Task data

□ □ □

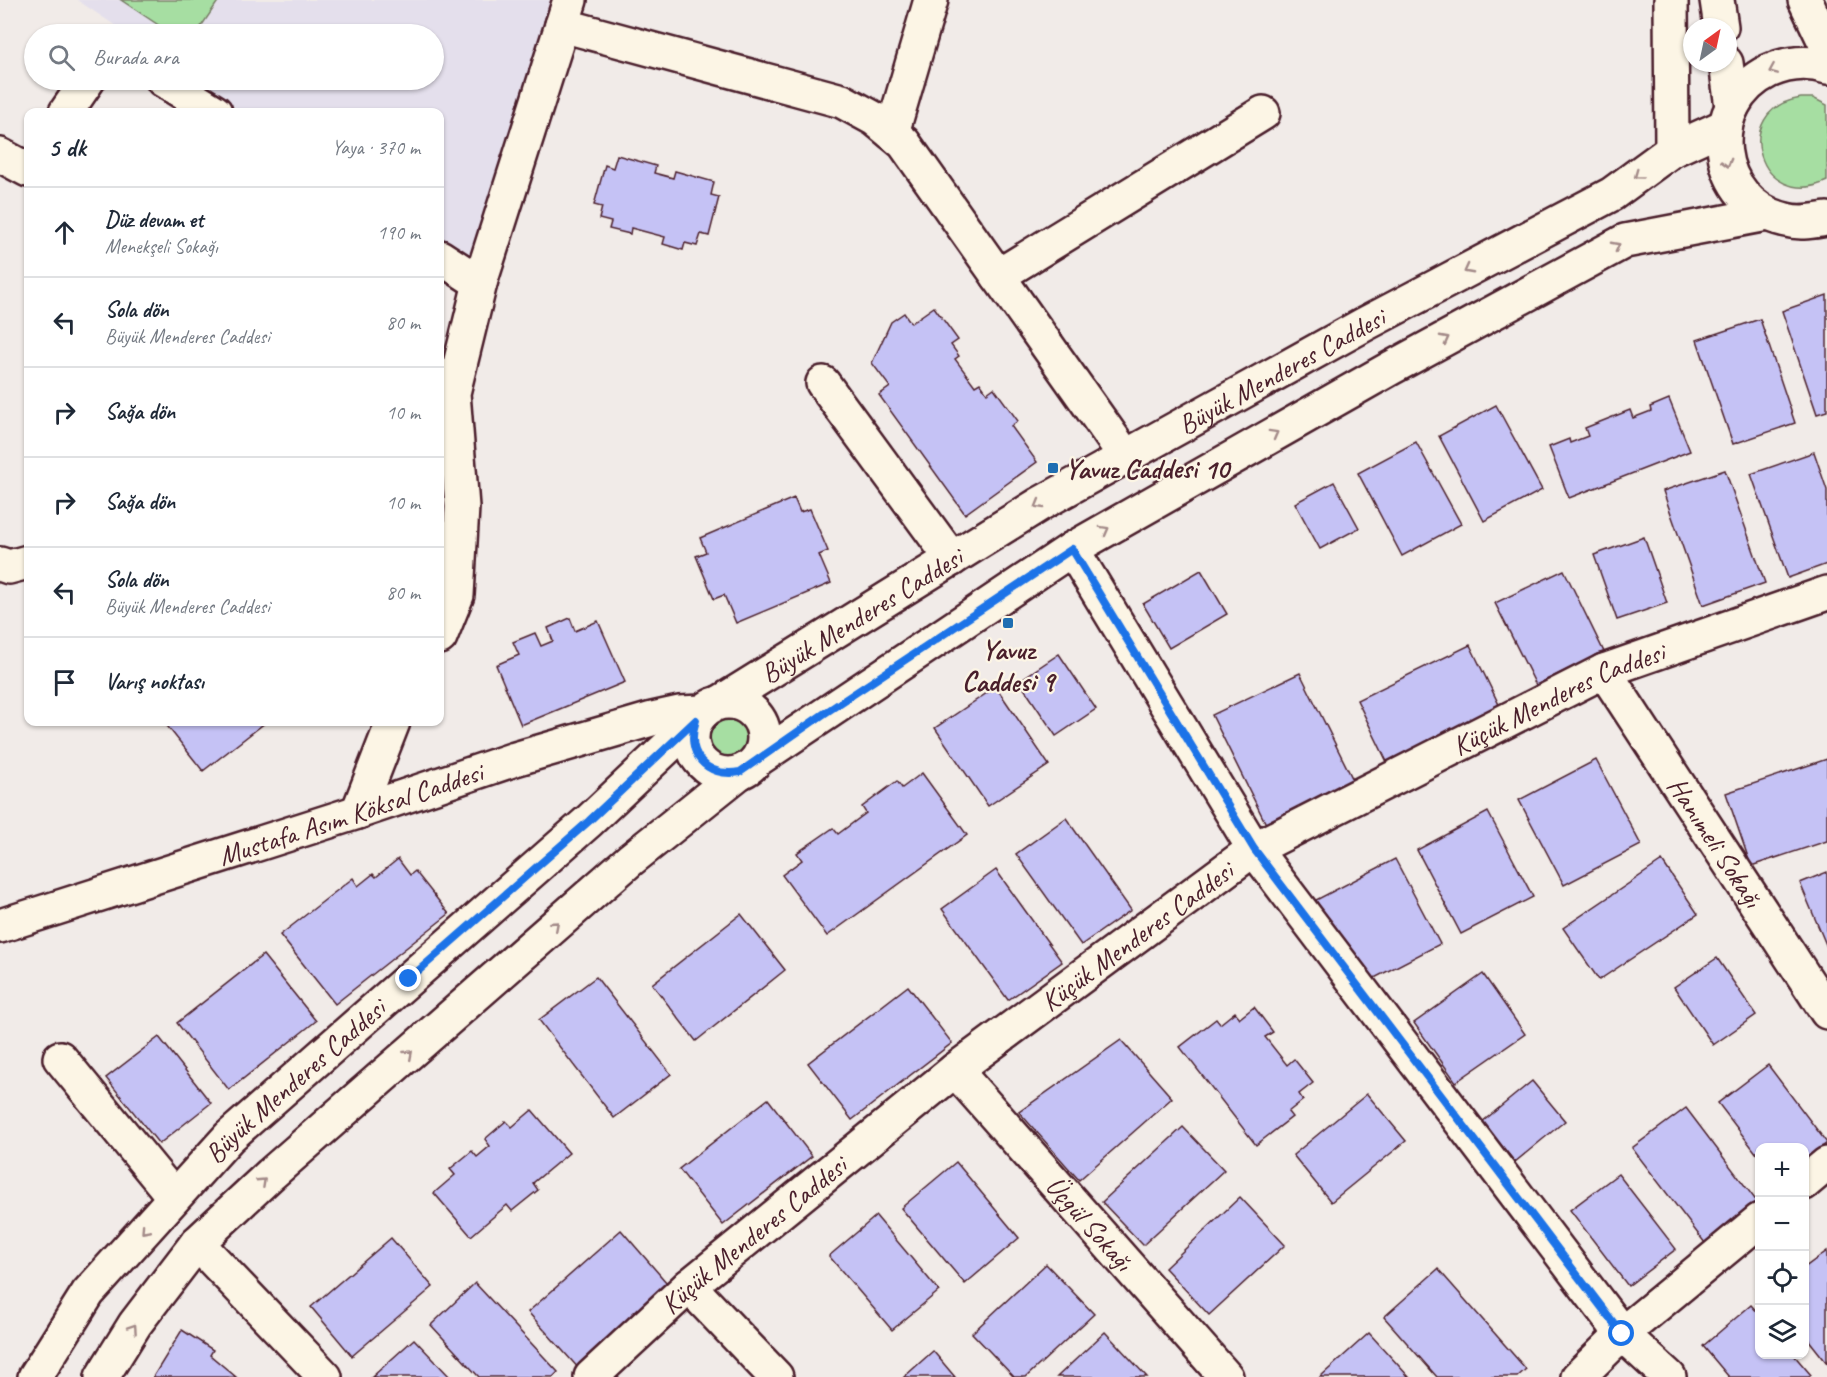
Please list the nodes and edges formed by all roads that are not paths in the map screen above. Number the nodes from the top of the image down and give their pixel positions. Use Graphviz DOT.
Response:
graph roads {
  1 [pos="931,0"];
  2 [pos="1671,0"];
  3 [pos="1717,0"];
  4 [pos="1805,0"];
  5 [pos="566,13"];
  6 [pos="1720,18"];
  7 [pos="1827,46"];
  8 [pos="1827,67"];
  9 [pos="1727,72"];
  10 [pos="81,90"];
  11 [pos="179,90"];
  12 [pos="69,108"];
  13 [pos="208,108"];
  14 [pos="1263,113"];
  15 [pos="1729,116"];
  16 [pos="892,133"];
  17 [pos="1672,150"];
  18 [pos="0,155"];
  19 [pos="24,169"];
  20 [pos="1767,214"];
  21 [pos="1827,219"];
  22 [pos="444,260"];
  23 [pos="998,276"];
  24 [pos="480,283"];
  25 [pos="823,383"];
  26 [pos="448,438"];
  27 [pos="1126,457"];
  28 [pos="1072,549"];
  29 [pos="952,559"];
  30 [pos="24,563"];
  31 [pos="0,564"];
  32 [pos="1827,593"];
  33 [pos="444,628"];
  34 [pos="1604,671"];
  35 [pos="707,711"];
  36 [pos="391,726"];
  37 [pos="749,766"];
  38 [pos="358,812"];
  39 [pos="1254,849"];
  40 [pos="0,926"];
  41 [pos="1822,995"];
  42 [pos="60,1058"];
  43 [pos="955,1070"];
  44 [pos="1827,1164"];
  45 [pos="1809,1179"];
  46 [pos="174,1197"];
  47 [pos="1755,1224"];
  48 [pos="197,1243"];
  49 [pos="689,1286"];
  50 [pos="1622,1334"];
  51 [pos="33,1372"];
  52 [pos="102,1377"];
  53 [pos="325,1377"];
  54 [pos="591,1377"];
  55 [pos="776,1377"];
  56 [pos="1226,1377"];
  57 [pos="1578,1377"];
  58 [pos="1669,1377"];
  1 -- 16 [label="street"];
  2 -- 17 [label="street"];
  3 -- 6 [label="street"];
  4 -- 7 [label="street"];
  5 -- 16 [label="street"];
  5 -- 24 [label="street"];
  8 -- 15 [label="street, one-way"];
  9 -- 15 [label="street"];
  10 -- 12 [label="street"];
  11 -- 13 [label="street"];
  14 -- 23 [label="street"];
  15 -- 17 [label="street, Büyük Menderes Caddesi"];
  15 -- 20 [label="street, one-way"];
  16 -- 23 [label="street"];
  17 -- 27 [label="street, Büyük Menderes Caddesi, one-way"];
  18 -- 19 [label="street"];
  20 -- 21 [label="street"];
  28 -- 20 [label="street, Büyük Menderes Caddesi, one-way"];
  22 -- 24 [label="street"];
  23 -- 27 [label="street"];
  24 -- 26 [label="street"];
  25 -- 29 [label="street"];
  26 -- 33 [label="street"];
  27 -- 29 [label="street, Büyük Menderes Caddesi, one-way"];
  28 -- 37 [label="street, Büyük Menderes Caddesi"];
  28 -- 39 [label="street"];
  29 -- 35 [label="street, Büyük Menderes Caddesi"];
  30 -- 31 [label="street"];
  32 -- 34 [label="street, Küçük Menderes Caddesi"];
  34 -- 39 [label="street, Küçük Menderes Caddesi"];
  34 -- 41 [label="street, Hanımeli Sokağı"];
  35 -- 37 [label="street"];
  35 -- 37 [label="street"];
  35 -- 38 [label="street, Mustafa Asım Köksal Caddesi"];
  35 -- 46 [label="street, Büyük Menderes Caddesi"];
  36 -- 38 [label="street"];
  48 -- 37 [label="street, Büyük Menderes Caddesi, one-way"];
  38 -- 40 [label="street, Mustafa Asım Köksal Caddesi"];
  39 -- 43 [label="street, Küçük Menderes Caddesi"];
  39 -- 50 [label="street"];
  42 -- 46 [label="street"];
  43 -- 49 [label="street, Küçük Menderes Caddesi"];
  43 -- 56 [label="street, Üçgül Sokağı"];
  44 -- 45 [label="street"];
  46 -- 51 [label="street, Büyük Menderes Caddesi, one-way"];
  47 -- 50 [label="street"];
  52 -- 48 [label="street, Büyük Menderes Caddesi, one-way"];
  48 -- 53 [label="street"];
  49 -- 54 [label="street, Küçük Menderes Caddesi"];
  49 -- 55 [label="street"];
  50 -- 57 [label="street"];
  50 -- 58 [label="street"];
}
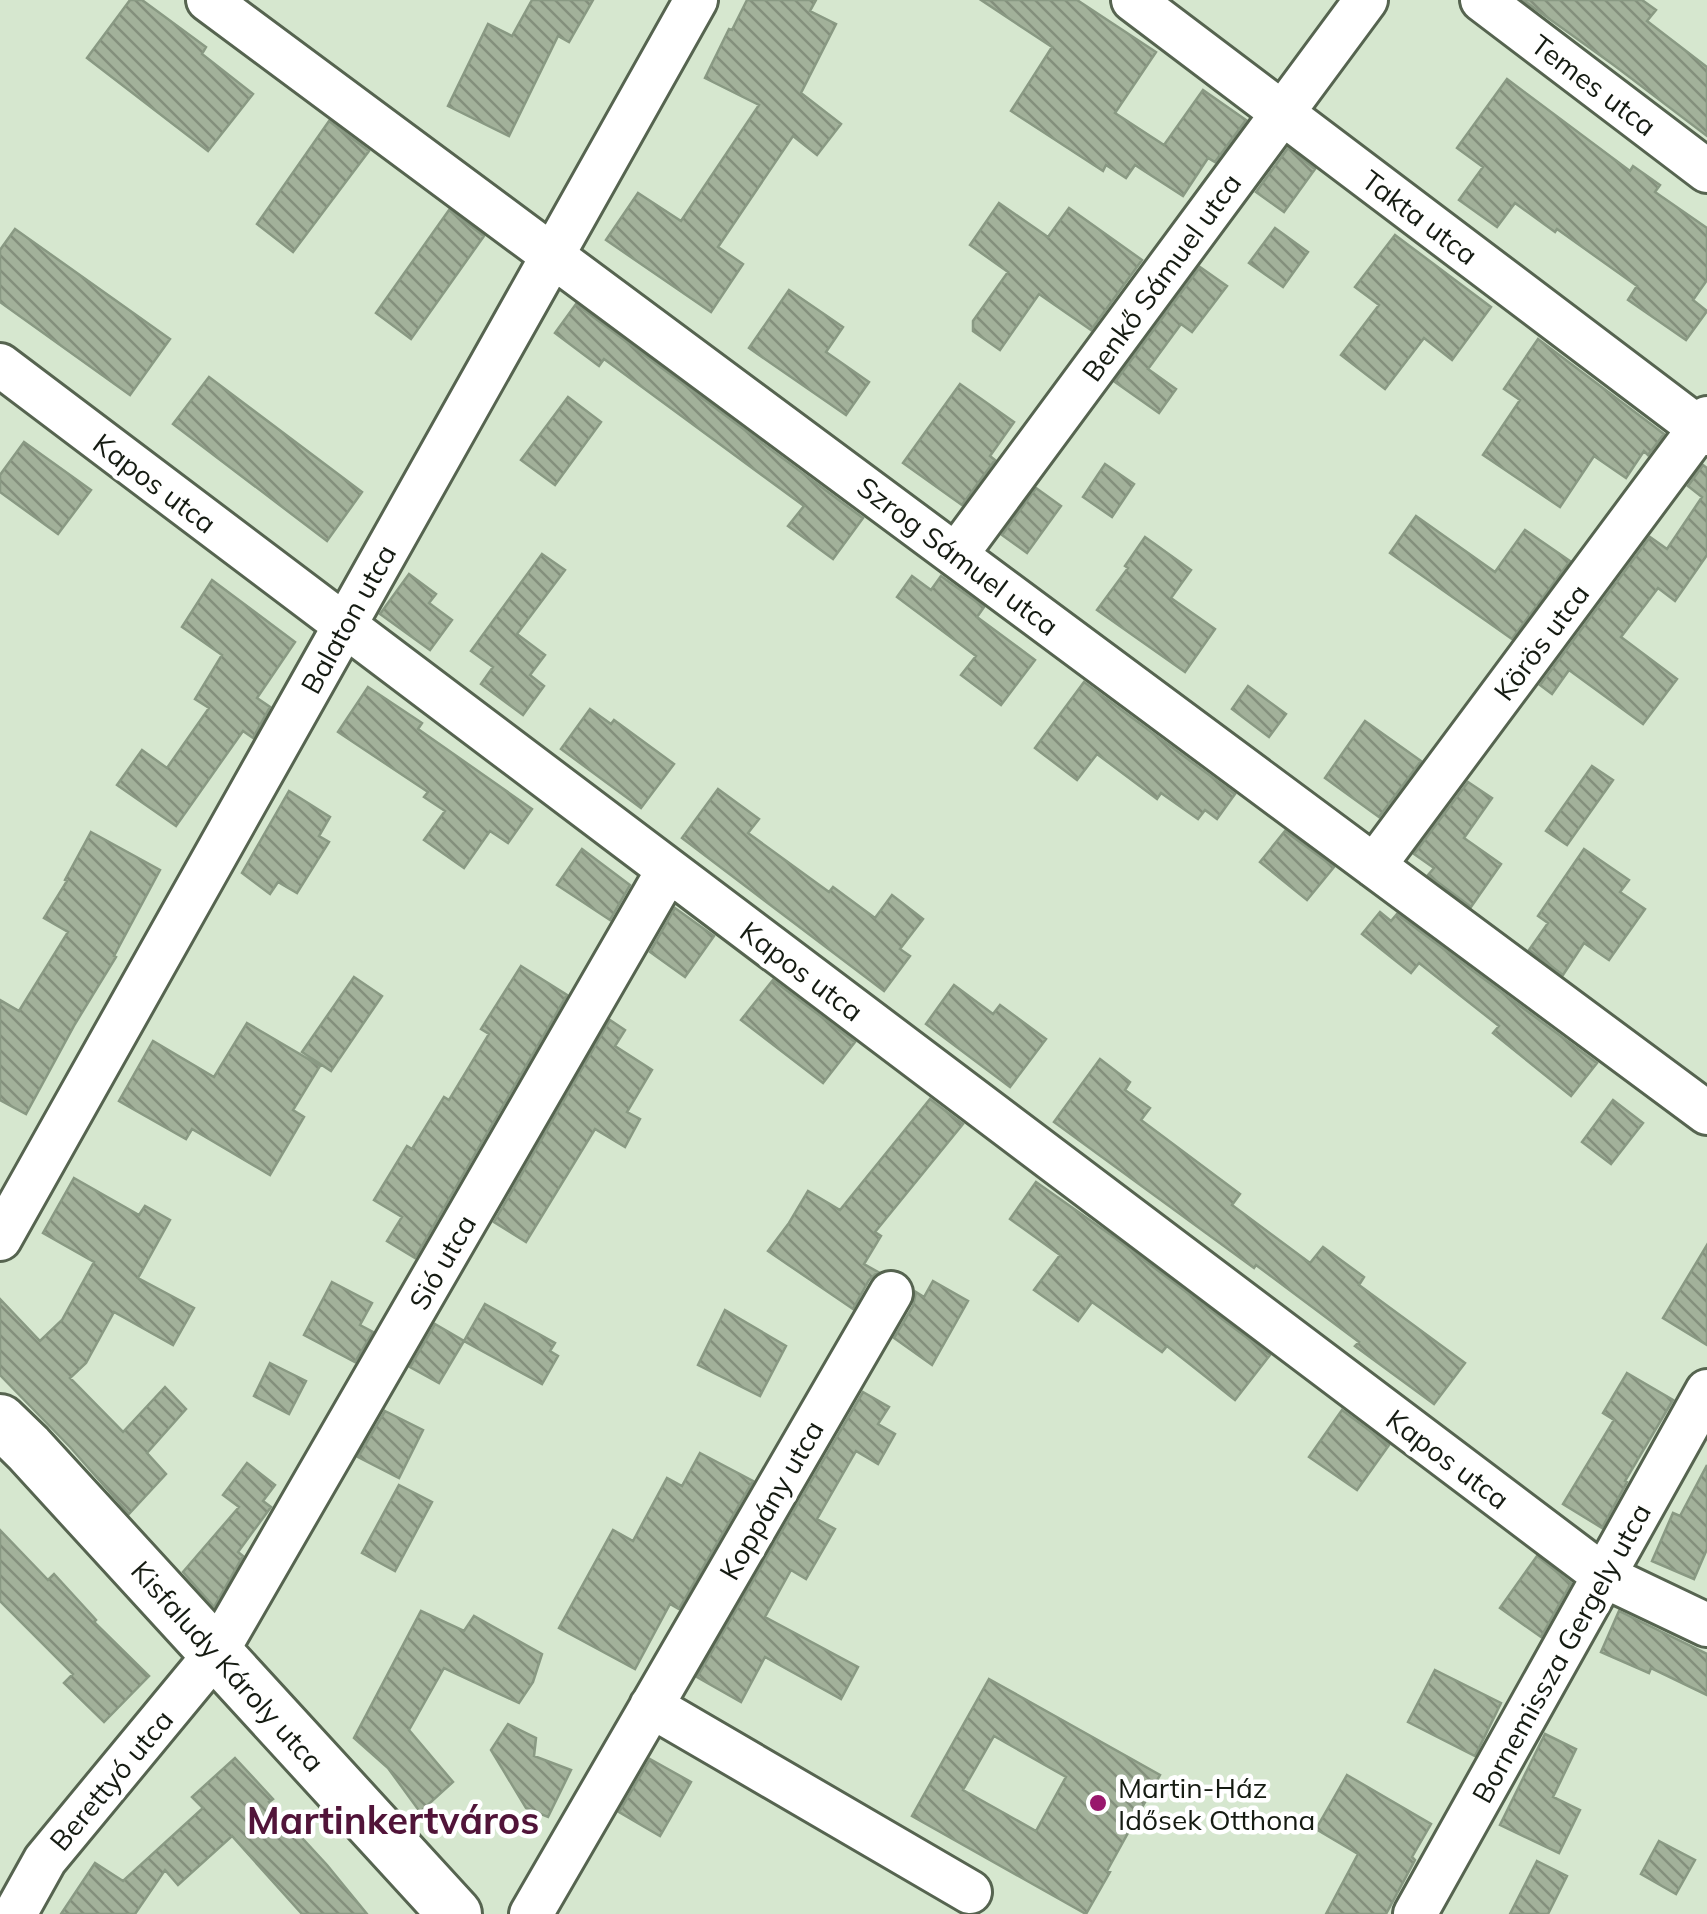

□ □ □

Activity
Copy the listing above exactly, minus the pictures.

Task solution
Please list the nodes and edges formed by all roads that are not paths in the map screen above. Number the nodes from the top of the image down and give their pixel positions. Use Graphviz DOT.
Response:
graph roads {
  1 [pos="931,0"];
  2 [pos="1671,0"];
  3 [pos="1717,0"];
  4 [pos="1805,0"];
  5 [pos="566,13"];
  6 [pos="1720,18"];
  7 [pos="1827,46"];
  8 [pos="1827,67"];
  9 [pos="1727,72"];
  10 [pos="81,90"];
  11 [pos="179,90"];
  12 [pos="69,108"];
  13 [pos="208,108"];
  14 [pos="1263,113"];
  15 [pos="1729,116"];
  16 [pos="892,133"];
  17 [pos="1672,150"];
  18 [pos="0,155"];
  19 [pos="24,169"];
  20 [pos="1767,214"];
  21 [pos="1827,219"];
  22 [pos="444,260"];
  23 [pos="998,276"];
  24 [pos="480,283"];
  25 [pos="823,383"];
  26 [pos="448,438"];
  27 [pos="1126,457"];
  28 [pos="1072,549"];
  29 [pos="952,559"];
  30 [pos="24,563"];
  31 [pos="0,564"];
  32 [pos="1827,593"];
  33 [pos="444,628"];
  34 [pos="1604,671"];
  35 [pos="707,711"];
  36 [pos="391,726"];
  37 [pos="749,766"];
  38 [pos="358,812"];
  39 [pos="1254,849"];
  40 [pos="0,926"];
  41 [pos="1822,995"];
  42 [pos="60,1058"];
  43 [pos="955,1070"];
  44 [pos="1827,1164"];
  45 [pos="1809,1179"];
  46 [pos="174,1197"];
  47 [pos="1755,1224"];
  48 [pos="197,1243"];
  49 [pos="689,1286"];
  50 [pos="1622,1334"];
  51 [pos="33,1372"];
  52 [pos="102,1377"];
  53 [pos="325,1377"];
  54 [pos="591,1377"];
  55 [pos="776,1377"];
  56 [pos="1226,1377"];
  57 [pos="1578,1377"];
  58 [pos="1669,1377"];
  1 -- 16 [label="street"];
  2 -- 17 [label="street"];
  3 -- 6 [label="street"];
  4 -- 7 [label="street"];
  5 -- 16 [label="street"];
  5 -- 24 [label="street"];
  8 -- 15 [label="street, one-way"];
  9 -- 15 [label="street"];
  10 -- 12 [label="street"];
  11 -- 13 [label="street"];
  14 -- 23 [label="street"];
  15 -- 17 [label="street, Büyük Menderes Caddesi"];
  15 -- 20 [label="street, one-way"];
  16 -- 23 [label="street"];
  17 -- 27 [label="street, Büyük Menderes Caddesi, one-way"];
  18 -- 19 [label="street"];
  20 -- 21 [label="street"];
  28 -- 20 [label="street, Büyük Menderes Caddesi, one-way"];
  22 -- 24 [label="street"];
  23 -- 27 [label="street"];
  24 -- 26 [label="street"];
  25 -- 29 [label="street"];
  26 -- 33 [label="street"];
  27 -- 29 [label="street, Büyük Menderes Caddesi, one-way"];
  28 -- 37 [label="street, Büyük Menderes Caddesi"];
  28 -- 39 [label="street"];
  29 -- 35 [label="street, Büyük Menderes Caddesi"];
  30 -- 31 [label="street"];
  32 -- 34 [label="street, Küçük Menderes Caddesi"];
  34 -- 39 [label="street, Küçük Menderes Caddesi"];
  34 -- 41 [label="street, Hanımeli Sokağı"];
  35 -- 37 [label="street"];
  35 -- 37 [label="street"];
  35 -- 38 [label="street, Mustafa Asım Köksal Caddesi"];
  35 -- 46 [label="street, Büyük Menderes Caddesi"];
  36 -- 38 [label="street"];
  48 -- 37 [label="street, Büyük Menderes Caddesi, one-way"];
  38 -- 40 [label="street, Mustafa Asım Köksal Caddesi"];
  39 -- 43 [label="street, Küçük Menderes Caddesi"];
  39 -- 50 [label="street"];
  42 -- 46 [label="street"];
  43 -- 49 [label="street, Küçük Menderes Caddesi"];
  43 -- 56 [label="street, Üçgül Sokağı"];
  44 -- 45 [label="street"];
  46 -- 51 [label="street, Büyük Menderes Caddesi, one-way"];
  47 -- 50 [label="street"];
  52 -- 48 [label="street, Büyük Menderes Caddesi, one-way"];
  48 -- 53 [label="street"];
  49 -- 54 [label="street, Küçük Menderes Caddesi"];
  49 -- 55 [label="street"];
  50 -- 57 [label="street"];
  50 -- 58 [label="street"];
}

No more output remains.